▶ [Material shown]
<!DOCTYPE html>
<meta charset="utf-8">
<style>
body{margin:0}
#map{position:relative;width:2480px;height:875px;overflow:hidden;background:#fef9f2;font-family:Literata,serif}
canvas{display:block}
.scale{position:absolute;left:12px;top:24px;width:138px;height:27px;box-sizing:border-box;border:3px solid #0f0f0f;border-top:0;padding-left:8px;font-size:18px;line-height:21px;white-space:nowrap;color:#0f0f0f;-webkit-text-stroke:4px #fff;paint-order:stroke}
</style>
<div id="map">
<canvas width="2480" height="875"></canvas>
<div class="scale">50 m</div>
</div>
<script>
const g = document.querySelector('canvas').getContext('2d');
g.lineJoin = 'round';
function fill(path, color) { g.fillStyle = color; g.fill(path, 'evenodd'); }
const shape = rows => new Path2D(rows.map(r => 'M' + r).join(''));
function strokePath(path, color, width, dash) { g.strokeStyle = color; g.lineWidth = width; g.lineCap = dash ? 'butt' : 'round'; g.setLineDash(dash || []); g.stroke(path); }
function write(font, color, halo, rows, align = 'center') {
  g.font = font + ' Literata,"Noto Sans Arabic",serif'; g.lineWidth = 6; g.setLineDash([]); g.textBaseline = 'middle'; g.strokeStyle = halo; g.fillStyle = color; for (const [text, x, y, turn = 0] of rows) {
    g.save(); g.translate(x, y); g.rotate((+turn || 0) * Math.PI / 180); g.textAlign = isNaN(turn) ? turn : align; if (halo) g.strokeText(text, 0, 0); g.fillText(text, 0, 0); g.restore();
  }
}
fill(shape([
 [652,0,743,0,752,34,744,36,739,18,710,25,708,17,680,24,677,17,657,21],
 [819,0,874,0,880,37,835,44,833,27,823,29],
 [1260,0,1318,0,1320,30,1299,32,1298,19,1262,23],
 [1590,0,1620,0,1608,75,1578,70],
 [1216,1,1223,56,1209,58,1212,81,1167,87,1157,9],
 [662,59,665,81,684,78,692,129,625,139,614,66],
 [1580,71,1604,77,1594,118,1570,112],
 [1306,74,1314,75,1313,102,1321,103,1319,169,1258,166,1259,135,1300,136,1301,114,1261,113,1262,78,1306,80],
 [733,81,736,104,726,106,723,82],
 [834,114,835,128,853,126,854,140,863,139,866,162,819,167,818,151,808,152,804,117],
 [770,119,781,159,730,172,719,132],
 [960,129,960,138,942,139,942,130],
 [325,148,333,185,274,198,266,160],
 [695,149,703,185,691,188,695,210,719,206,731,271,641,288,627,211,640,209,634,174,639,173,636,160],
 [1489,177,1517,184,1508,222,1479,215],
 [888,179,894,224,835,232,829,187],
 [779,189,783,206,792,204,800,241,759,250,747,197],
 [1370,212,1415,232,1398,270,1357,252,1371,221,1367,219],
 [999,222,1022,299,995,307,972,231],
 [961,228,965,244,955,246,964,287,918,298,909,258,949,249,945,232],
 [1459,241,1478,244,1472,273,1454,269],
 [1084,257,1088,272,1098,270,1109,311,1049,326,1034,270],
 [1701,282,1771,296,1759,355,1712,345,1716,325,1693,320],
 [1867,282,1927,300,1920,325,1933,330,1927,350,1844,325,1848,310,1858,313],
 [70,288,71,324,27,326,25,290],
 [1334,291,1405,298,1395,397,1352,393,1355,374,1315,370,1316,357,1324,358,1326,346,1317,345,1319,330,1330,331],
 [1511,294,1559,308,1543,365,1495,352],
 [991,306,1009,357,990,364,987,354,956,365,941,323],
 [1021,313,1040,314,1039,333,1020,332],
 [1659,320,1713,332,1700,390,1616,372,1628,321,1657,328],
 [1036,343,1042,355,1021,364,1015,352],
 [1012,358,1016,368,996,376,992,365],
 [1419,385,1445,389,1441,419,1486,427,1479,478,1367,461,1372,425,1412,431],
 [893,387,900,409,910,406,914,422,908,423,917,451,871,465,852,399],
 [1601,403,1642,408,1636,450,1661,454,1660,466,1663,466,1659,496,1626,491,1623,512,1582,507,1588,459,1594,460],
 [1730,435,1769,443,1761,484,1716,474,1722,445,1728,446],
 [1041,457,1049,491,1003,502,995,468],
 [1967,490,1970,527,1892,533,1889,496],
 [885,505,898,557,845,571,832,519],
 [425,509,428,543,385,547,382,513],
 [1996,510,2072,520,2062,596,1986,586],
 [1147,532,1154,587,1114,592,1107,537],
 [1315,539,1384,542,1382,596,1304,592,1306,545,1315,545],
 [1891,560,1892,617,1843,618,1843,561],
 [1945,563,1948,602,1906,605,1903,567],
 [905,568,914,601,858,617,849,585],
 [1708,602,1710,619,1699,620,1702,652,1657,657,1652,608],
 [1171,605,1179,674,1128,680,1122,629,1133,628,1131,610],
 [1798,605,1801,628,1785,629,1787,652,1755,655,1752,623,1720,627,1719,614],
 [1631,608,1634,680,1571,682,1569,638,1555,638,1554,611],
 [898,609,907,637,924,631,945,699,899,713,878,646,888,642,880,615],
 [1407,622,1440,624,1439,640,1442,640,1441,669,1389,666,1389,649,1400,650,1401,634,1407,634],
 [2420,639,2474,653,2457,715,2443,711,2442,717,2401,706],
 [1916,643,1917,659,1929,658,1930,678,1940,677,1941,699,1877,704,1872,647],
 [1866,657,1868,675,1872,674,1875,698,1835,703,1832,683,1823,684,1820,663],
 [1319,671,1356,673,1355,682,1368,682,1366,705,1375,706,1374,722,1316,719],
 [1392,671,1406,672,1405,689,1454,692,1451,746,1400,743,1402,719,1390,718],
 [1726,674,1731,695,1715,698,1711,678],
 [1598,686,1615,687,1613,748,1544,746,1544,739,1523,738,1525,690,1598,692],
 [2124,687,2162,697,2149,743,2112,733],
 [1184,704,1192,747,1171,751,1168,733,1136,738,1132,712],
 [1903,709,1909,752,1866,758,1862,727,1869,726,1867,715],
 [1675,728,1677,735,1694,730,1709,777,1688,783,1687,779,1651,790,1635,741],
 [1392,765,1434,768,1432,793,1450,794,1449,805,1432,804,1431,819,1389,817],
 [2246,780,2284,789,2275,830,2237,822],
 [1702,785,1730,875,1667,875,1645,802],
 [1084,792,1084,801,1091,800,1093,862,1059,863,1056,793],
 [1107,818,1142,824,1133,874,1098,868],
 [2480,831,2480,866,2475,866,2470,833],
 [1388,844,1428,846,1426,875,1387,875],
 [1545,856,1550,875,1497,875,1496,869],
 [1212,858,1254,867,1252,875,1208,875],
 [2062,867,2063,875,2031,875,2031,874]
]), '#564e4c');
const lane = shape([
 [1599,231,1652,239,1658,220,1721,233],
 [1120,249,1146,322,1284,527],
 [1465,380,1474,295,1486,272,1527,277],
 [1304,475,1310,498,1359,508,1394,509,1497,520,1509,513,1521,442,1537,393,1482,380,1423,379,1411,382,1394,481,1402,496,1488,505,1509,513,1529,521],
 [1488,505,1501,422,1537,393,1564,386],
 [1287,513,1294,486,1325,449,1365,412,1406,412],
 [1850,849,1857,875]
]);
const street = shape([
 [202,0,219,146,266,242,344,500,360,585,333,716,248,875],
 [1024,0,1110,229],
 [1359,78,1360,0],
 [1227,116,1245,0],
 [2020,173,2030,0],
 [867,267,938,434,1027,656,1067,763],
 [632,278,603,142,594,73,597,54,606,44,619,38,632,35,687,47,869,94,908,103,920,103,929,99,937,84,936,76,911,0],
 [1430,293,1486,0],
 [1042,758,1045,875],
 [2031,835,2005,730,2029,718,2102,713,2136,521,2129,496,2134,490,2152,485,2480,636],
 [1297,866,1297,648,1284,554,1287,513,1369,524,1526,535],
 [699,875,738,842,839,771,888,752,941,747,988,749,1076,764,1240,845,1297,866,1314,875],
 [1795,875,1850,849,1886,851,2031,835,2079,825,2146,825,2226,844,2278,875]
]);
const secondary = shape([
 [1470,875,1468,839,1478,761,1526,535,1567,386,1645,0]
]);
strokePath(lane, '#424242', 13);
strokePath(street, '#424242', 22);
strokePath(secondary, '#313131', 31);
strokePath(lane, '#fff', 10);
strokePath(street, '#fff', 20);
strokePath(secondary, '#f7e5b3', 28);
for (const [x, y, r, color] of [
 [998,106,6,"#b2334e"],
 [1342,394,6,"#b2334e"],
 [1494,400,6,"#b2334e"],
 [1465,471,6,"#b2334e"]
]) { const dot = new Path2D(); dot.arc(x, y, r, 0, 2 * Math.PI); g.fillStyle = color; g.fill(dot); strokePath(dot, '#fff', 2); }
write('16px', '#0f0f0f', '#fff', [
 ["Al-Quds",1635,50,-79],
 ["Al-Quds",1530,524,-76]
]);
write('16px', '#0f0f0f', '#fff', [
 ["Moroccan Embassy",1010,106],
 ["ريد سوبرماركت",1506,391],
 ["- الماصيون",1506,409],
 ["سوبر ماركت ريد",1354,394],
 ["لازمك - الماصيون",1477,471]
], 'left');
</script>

▶ [What is required] For every line of the records that has the word "setLineDash" in it, make a copy.

▶ [Final answer]
function strokePath(path, color, width, dash) { g.strokeStyle = color; g.lineWidth = width; g.lineCap = dash ? 'butt' : 'round'; g.setLineDash(dash || []); g.stroke(path); }
  g.font = font + ' Literata,"Noto Sans Arabic",serif'; g.lineWidth = 6; g.setLineDash([]); g.textBaseline = 'middle'; g.strokeStyle = halo; g.fillStyle = color; for (const [text, x, y, turn = 0] of rows) {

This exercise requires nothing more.